## DATA FOR PROCESSING
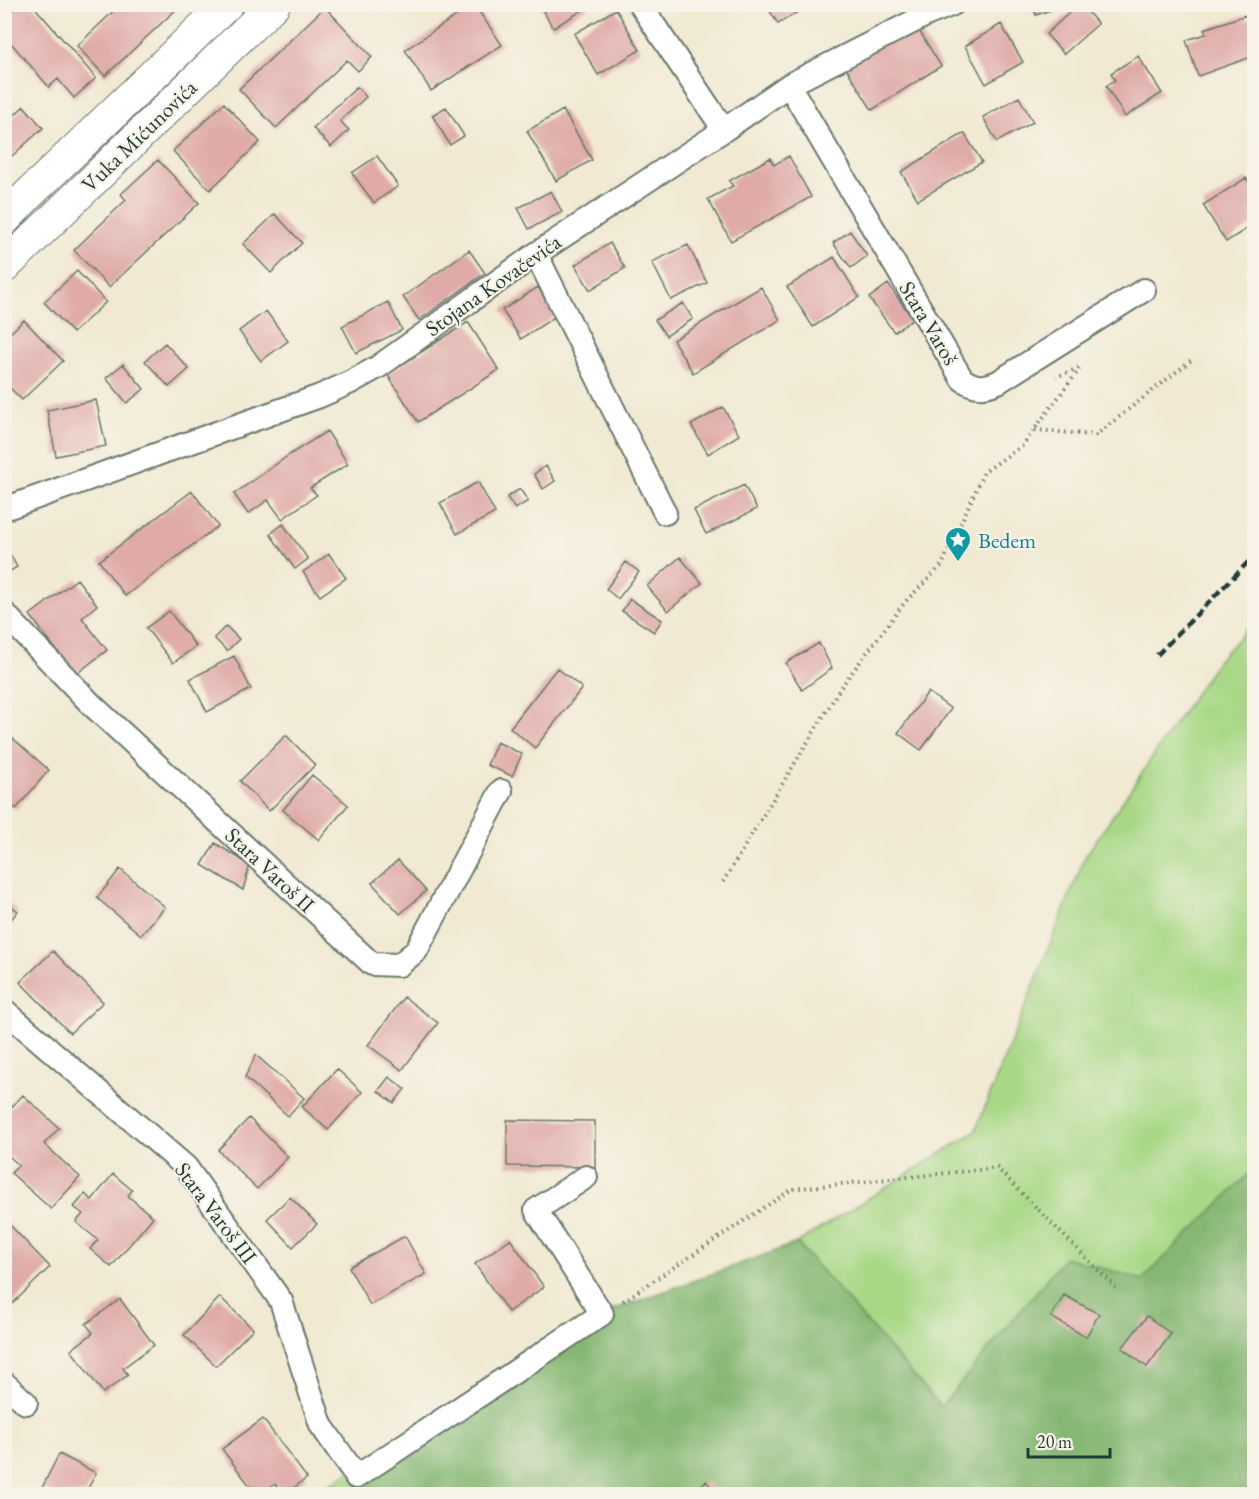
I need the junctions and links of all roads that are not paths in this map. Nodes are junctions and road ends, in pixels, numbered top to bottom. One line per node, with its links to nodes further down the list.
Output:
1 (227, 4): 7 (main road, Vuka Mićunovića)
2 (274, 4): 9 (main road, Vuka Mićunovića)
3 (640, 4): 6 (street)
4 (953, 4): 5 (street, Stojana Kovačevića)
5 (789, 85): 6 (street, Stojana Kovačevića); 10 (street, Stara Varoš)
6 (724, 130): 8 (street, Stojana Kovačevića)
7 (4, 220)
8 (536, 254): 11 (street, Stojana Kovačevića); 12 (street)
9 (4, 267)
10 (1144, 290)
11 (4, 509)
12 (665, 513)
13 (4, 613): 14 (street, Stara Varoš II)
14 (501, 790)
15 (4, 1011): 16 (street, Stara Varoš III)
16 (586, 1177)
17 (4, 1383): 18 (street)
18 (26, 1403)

---

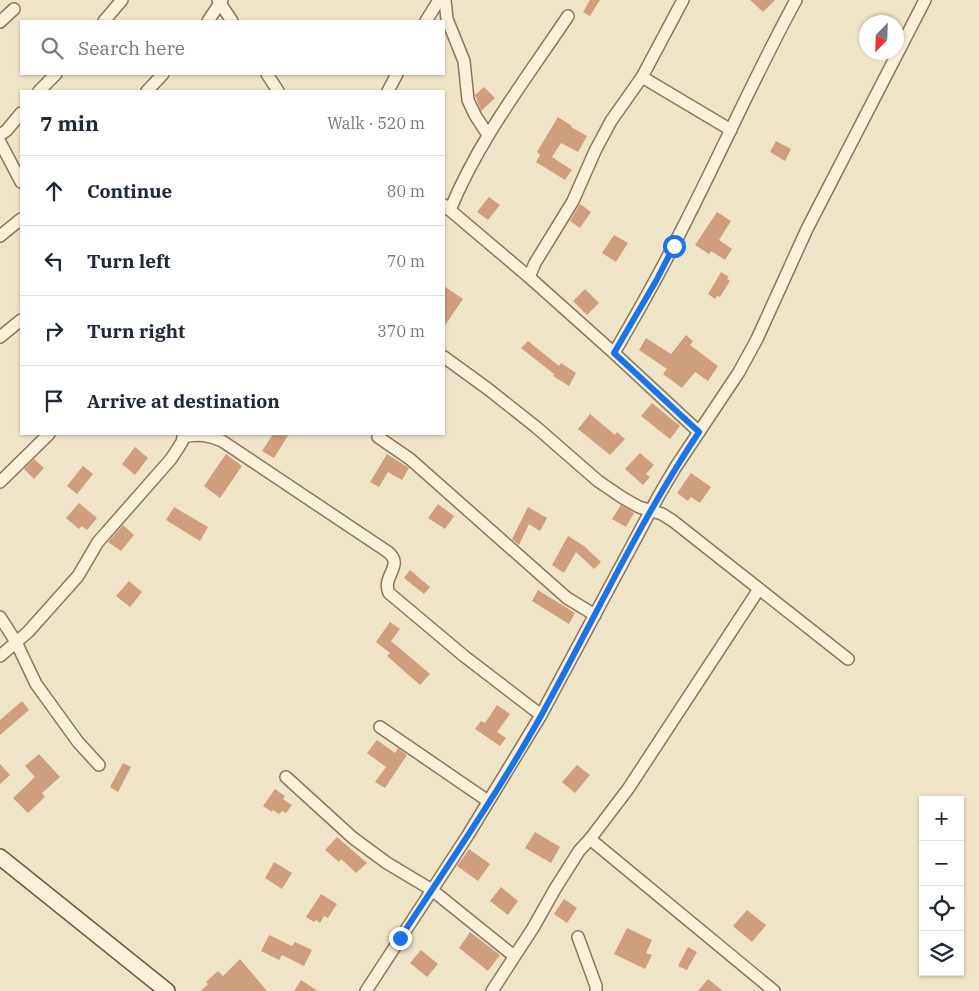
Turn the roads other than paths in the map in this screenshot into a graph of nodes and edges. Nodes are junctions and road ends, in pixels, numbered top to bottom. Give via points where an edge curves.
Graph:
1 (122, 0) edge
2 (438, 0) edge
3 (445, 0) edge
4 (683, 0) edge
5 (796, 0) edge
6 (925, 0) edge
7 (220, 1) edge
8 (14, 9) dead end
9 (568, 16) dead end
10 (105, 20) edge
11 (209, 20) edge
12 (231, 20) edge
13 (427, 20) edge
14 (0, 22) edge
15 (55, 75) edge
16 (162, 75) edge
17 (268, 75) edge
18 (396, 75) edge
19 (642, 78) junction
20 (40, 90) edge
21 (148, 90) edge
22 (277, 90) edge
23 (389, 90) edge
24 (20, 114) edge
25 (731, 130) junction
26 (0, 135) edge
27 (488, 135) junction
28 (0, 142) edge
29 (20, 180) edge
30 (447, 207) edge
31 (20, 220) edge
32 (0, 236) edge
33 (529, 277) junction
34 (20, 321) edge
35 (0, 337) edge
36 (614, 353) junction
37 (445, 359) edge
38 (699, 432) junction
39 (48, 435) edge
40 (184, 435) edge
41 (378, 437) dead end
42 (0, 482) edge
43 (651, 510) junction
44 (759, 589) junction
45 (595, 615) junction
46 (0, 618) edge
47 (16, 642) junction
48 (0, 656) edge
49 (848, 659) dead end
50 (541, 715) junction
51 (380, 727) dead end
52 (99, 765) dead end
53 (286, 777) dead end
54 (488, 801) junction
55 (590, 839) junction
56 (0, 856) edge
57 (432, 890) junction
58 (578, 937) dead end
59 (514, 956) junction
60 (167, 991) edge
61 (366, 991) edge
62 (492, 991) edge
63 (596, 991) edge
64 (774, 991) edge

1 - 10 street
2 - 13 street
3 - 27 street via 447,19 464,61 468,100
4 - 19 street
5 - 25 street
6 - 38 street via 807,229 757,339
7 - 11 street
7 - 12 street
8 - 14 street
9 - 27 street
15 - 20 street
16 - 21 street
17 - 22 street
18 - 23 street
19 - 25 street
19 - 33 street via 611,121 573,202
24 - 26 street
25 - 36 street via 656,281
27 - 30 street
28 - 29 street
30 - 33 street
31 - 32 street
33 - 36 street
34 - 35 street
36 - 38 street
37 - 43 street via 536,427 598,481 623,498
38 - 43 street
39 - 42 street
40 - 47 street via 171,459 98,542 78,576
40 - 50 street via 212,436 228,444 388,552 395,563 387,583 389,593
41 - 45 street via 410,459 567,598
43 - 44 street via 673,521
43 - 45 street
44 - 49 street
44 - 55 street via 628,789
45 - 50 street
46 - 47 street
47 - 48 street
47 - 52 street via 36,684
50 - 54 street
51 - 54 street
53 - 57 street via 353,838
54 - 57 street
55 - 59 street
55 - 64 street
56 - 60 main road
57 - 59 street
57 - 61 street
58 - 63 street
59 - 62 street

==

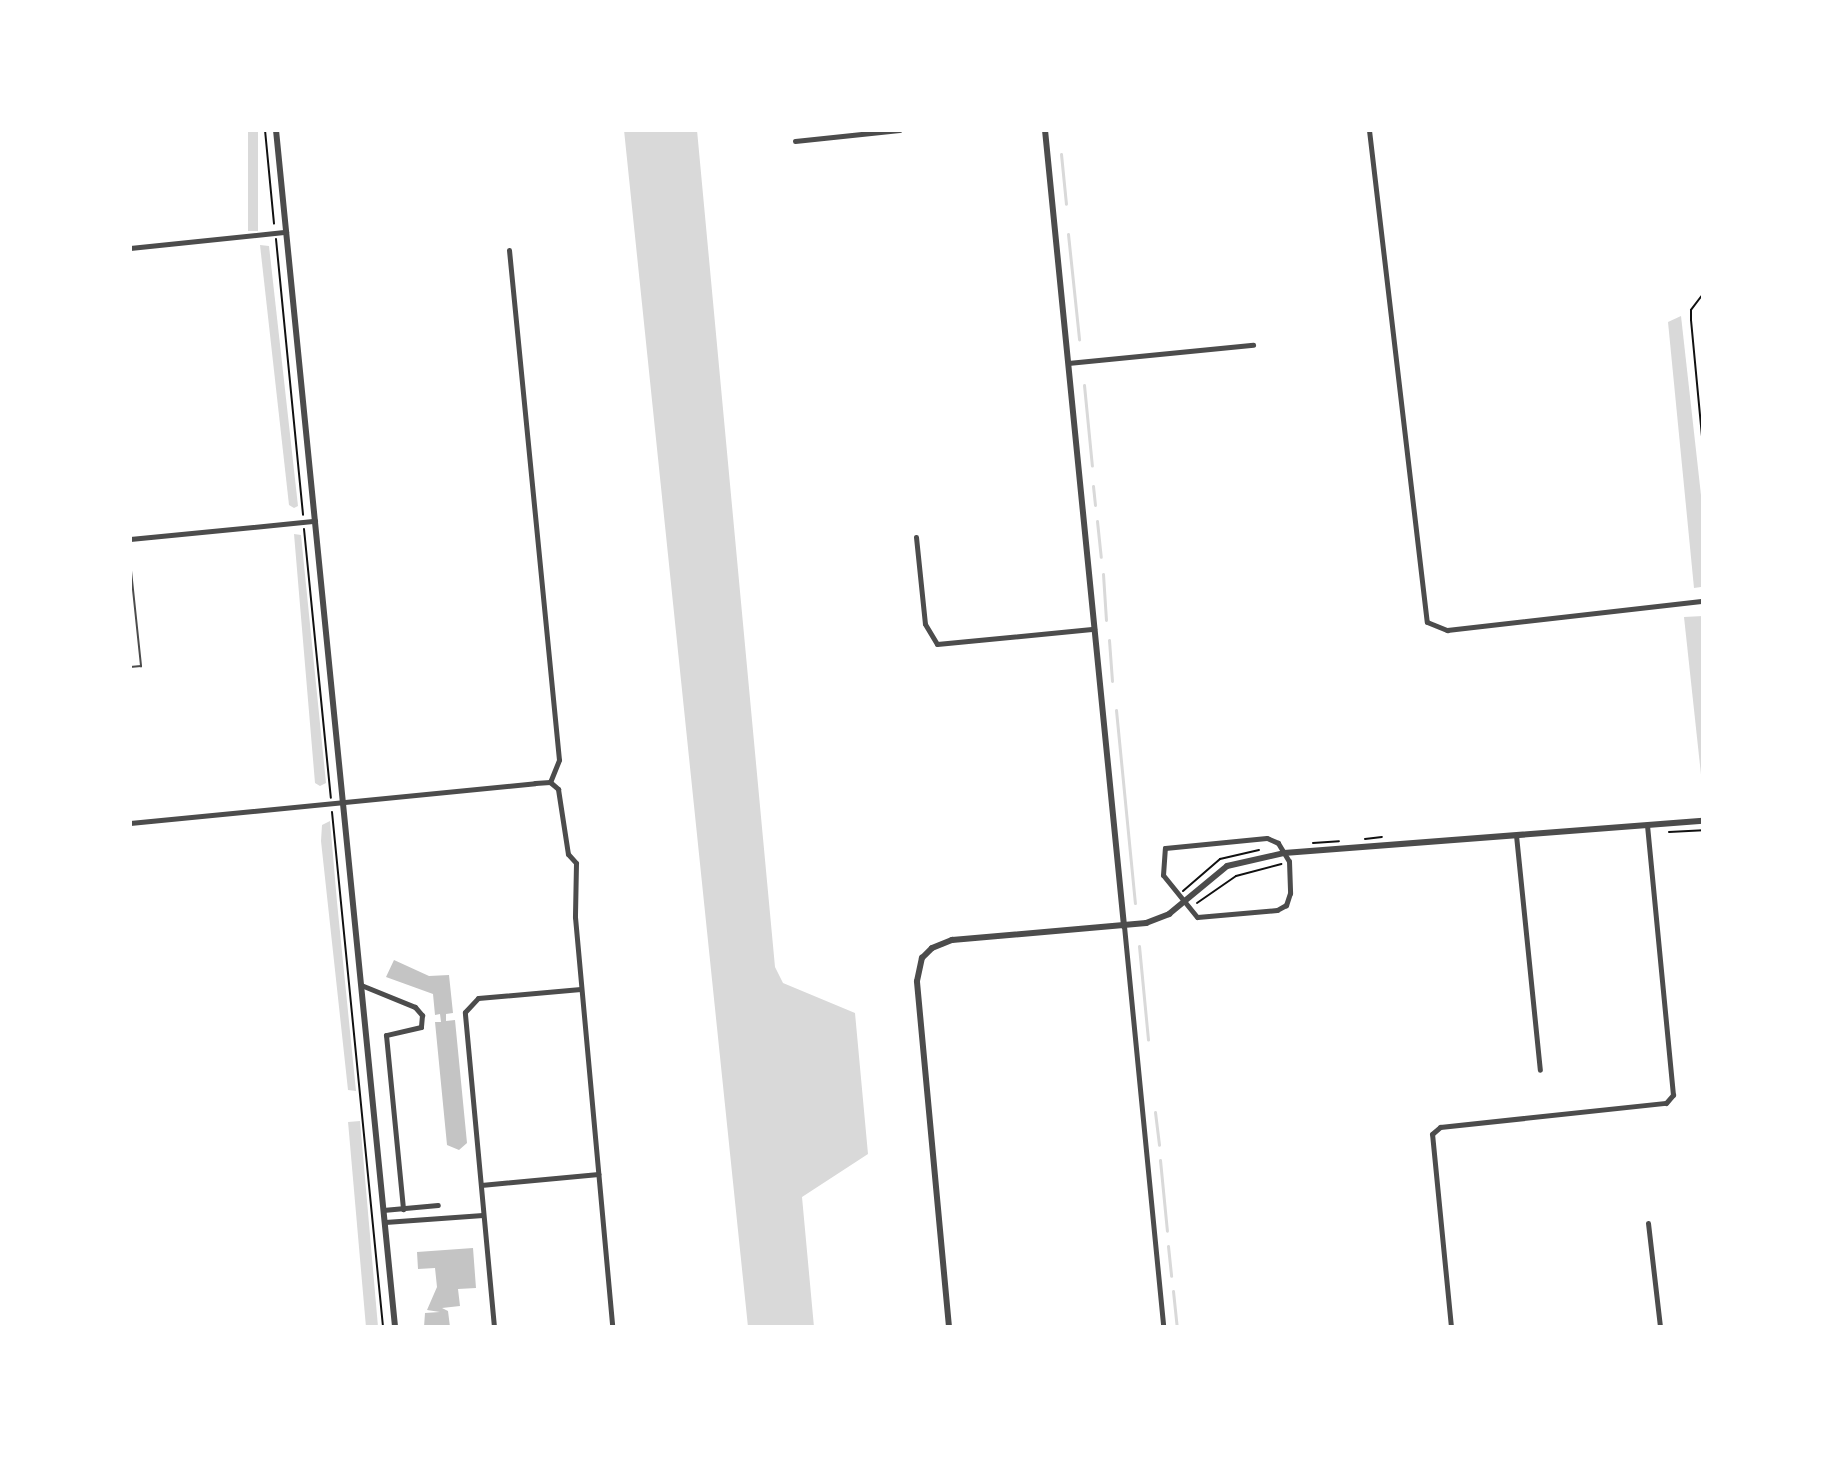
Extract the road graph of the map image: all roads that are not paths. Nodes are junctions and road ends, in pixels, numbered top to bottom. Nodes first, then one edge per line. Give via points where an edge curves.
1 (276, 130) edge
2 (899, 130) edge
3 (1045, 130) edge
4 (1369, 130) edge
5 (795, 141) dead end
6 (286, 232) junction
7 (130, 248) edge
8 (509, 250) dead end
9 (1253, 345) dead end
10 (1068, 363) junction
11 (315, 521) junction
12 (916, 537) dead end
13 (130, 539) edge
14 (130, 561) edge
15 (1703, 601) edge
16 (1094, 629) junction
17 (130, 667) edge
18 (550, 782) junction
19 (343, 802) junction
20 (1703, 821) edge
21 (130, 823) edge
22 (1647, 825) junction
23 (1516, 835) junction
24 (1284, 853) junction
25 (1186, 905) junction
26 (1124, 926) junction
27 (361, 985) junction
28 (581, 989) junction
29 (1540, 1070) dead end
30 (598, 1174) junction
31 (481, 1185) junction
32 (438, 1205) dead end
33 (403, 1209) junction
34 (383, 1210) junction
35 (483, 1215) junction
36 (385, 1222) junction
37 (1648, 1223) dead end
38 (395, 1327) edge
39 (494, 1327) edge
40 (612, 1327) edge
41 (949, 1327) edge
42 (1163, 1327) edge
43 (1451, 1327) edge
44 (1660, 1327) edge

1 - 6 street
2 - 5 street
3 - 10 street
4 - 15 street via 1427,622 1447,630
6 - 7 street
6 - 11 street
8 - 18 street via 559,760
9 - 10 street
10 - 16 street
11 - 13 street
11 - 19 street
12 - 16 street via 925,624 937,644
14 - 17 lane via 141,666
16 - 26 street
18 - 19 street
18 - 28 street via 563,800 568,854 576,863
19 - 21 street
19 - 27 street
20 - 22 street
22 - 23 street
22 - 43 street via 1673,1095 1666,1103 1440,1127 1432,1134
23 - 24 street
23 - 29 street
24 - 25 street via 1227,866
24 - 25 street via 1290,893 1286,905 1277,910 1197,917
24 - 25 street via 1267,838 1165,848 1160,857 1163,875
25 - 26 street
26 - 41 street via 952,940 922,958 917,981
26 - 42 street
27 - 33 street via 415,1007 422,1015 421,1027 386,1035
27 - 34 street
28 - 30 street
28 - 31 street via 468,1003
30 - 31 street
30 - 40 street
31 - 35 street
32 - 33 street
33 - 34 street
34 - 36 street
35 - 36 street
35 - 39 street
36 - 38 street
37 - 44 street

## YOUR OBJECTIVE
In the material above, each line with the word "this" should be copied.

## OUTPUT OF THE EXERCISE
I need the junctions and links of all roads that are not paths in this map. Nodes are junctions and road ends, in pixels, numbered top to bottom. One line per node, with its links to nodes further down the list.
Turn the roads other than paths in the map in this screenshot into a graph of nodes and edges. Nodes are junctions and road ends, in pixels, numbered top to bottom. Give via points where an edge curves.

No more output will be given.